I was probably not older than 12 when I was watching a movie with my mother about JFK's assassination. I can so vividly remember my mother proudly telling me that something like this could not happen in a Jewish state, and I was overcome with that sense of pride. Who could have known then that in fewer than 3 years this proud statement would brutally be proven to be erroneous.
The significance of Yitzchak Rabin's assassination is beyond politics. At the time of the murder I was not a supporter of Rabin's views and actions. In fact, I believed that what he thought would bring peace would in fact bring upon us greater bloodshed. But I cried that Saturday night, I cried bitterly. I cried over the pure sense of pride that had been instilled in me and was now senselessly shattered.
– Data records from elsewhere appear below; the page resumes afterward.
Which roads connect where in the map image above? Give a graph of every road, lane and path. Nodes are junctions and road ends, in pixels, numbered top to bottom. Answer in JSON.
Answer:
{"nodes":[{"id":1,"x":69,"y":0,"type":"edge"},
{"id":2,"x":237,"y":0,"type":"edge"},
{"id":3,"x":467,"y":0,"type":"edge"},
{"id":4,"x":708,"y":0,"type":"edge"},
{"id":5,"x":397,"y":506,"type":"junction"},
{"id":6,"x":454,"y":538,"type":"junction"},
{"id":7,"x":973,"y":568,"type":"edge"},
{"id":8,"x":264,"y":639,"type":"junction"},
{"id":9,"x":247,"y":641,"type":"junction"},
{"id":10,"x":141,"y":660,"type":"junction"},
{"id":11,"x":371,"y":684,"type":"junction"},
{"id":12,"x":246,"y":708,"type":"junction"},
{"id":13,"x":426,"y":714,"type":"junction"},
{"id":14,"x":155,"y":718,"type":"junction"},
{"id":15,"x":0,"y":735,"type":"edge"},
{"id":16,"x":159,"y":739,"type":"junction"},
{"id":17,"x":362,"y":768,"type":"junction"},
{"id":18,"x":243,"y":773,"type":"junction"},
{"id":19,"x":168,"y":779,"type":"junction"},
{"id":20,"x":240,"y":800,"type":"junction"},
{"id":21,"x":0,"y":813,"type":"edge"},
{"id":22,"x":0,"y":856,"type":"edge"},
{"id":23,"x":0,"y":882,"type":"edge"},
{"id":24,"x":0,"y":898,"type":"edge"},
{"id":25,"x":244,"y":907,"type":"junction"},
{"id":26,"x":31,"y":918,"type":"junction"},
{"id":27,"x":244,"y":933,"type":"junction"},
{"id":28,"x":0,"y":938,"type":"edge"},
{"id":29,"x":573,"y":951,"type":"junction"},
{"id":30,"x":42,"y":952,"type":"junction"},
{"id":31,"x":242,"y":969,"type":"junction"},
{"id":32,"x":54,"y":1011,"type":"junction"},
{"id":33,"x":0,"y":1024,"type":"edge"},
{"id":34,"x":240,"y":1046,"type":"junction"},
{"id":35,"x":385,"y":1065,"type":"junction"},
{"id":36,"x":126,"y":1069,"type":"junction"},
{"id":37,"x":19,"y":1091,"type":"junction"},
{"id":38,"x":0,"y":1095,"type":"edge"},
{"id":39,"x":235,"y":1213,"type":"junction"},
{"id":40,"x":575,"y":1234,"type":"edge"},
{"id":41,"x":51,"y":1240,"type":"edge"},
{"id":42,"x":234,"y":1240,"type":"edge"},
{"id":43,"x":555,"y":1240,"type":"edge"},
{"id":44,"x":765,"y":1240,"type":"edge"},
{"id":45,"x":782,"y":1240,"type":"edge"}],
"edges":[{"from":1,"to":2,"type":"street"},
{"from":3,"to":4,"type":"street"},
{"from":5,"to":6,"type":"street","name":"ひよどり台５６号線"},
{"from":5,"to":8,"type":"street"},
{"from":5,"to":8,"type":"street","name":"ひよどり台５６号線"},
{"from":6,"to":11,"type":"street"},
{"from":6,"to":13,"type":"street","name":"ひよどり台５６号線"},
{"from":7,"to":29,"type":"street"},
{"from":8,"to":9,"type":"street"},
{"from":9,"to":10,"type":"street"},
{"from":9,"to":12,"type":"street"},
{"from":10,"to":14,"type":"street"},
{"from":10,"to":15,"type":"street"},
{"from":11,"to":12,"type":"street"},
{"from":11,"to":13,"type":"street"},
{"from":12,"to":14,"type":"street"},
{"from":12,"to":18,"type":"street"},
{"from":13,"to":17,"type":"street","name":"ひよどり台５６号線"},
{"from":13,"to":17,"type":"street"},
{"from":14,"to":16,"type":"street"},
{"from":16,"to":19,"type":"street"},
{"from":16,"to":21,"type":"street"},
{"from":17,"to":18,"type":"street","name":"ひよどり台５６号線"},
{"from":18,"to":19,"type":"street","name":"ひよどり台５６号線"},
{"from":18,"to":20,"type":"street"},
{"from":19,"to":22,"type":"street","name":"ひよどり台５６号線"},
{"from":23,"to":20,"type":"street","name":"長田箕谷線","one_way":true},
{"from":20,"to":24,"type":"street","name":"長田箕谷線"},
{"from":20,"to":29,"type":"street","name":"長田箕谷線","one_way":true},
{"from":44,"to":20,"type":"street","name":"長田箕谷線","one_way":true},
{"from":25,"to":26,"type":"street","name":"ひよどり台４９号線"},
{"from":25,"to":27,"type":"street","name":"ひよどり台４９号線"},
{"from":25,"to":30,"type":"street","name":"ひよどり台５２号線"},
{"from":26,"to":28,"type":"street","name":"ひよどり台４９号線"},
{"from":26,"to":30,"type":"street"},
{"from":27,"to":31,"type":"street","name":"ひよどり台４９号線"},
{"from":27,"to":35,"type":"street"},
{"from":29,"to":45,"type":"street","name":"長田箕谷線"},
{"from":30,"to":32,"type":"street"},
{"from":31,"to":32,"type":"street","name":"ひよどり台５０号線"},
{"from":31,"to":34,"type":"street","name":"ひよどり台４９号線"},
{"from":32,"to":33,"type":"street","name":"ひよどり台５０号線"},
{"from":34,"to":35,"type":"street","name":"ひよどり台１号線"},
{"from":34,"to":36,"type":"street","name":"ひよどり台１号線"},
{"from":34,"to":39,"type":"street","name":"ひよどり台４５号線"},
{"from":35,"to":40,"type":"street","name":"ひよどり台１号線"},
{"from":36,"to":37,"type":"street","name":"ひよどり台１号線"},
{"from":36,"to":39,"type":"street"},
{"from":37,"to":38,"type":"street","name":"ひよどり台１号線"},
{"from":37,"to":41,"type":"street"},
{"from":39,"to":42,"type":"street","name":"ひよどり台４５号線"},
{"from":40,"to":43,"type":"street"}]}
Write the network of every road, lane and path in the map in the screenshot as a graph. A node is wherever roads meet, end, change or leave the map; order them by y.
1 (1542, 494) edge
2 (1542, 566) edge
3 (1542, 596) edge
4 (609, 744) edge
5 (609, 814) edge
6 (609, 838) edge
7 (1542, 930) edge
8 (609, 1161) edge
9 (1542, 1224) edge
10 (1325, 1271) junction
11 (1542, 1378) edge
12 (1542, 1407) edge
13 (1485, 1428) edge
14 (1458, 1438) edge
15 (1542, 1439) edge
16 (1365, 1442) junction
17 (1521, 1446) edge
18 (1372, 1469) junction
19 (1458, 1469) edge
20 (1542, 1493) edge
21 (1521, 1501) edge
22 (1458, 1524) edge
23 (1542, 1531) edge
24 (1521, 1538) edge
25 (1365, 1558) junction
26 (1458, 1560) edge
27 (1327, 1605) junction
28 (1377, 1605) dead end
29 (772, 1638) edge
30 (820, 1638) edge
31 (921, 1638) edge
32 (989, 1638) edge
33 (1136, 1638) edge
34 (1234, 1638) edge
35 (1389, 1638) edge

We were no longer any different or better than any other nation, at least in regard to violence.
Unfortunately, I was unable to digest those feelings through the normal process people must go through when faced with a traumatic event. The next morning we awoke into a state where it was embarrassing and possibly even dangerous to wear a kipa on ones head. The entire Religious Zionist community was being vilified for the prime minister's death. It isn't very easy to mourn appropriately when you are unjustly being blamed for the murder of the one who is being mourned. Definitely not when you're a teenager.
The situation hasn't changed much in regard to who is held responsible for Rabin's death. Every year Rabin's memorial day becomes a whole political production where if one wishes to mourn the inconceivable assassination of Israel's leader after 2000 years of exile, he must accept the views and actions of that same individual. Memorial day is and has been a rally at which Yitzchak Rabin is simply being exploited for political gains. Regrettably, the state of Israel hasn't instituted this tremendously significant day as a national day of mourning introspection.
But now that I am an adult, I can grasp complexities that eluded me in the past. I can finally fulfill my personal need for bereavement - no less for the innocence that was lost than for the individual who was murdered. It really doesn't matter what your beliefs are, the fact is that something so enormous occurred on the night of the 12th of Cheshvan, 15 years ago, that we should all stop and reflect on it - regardless of what others are doing.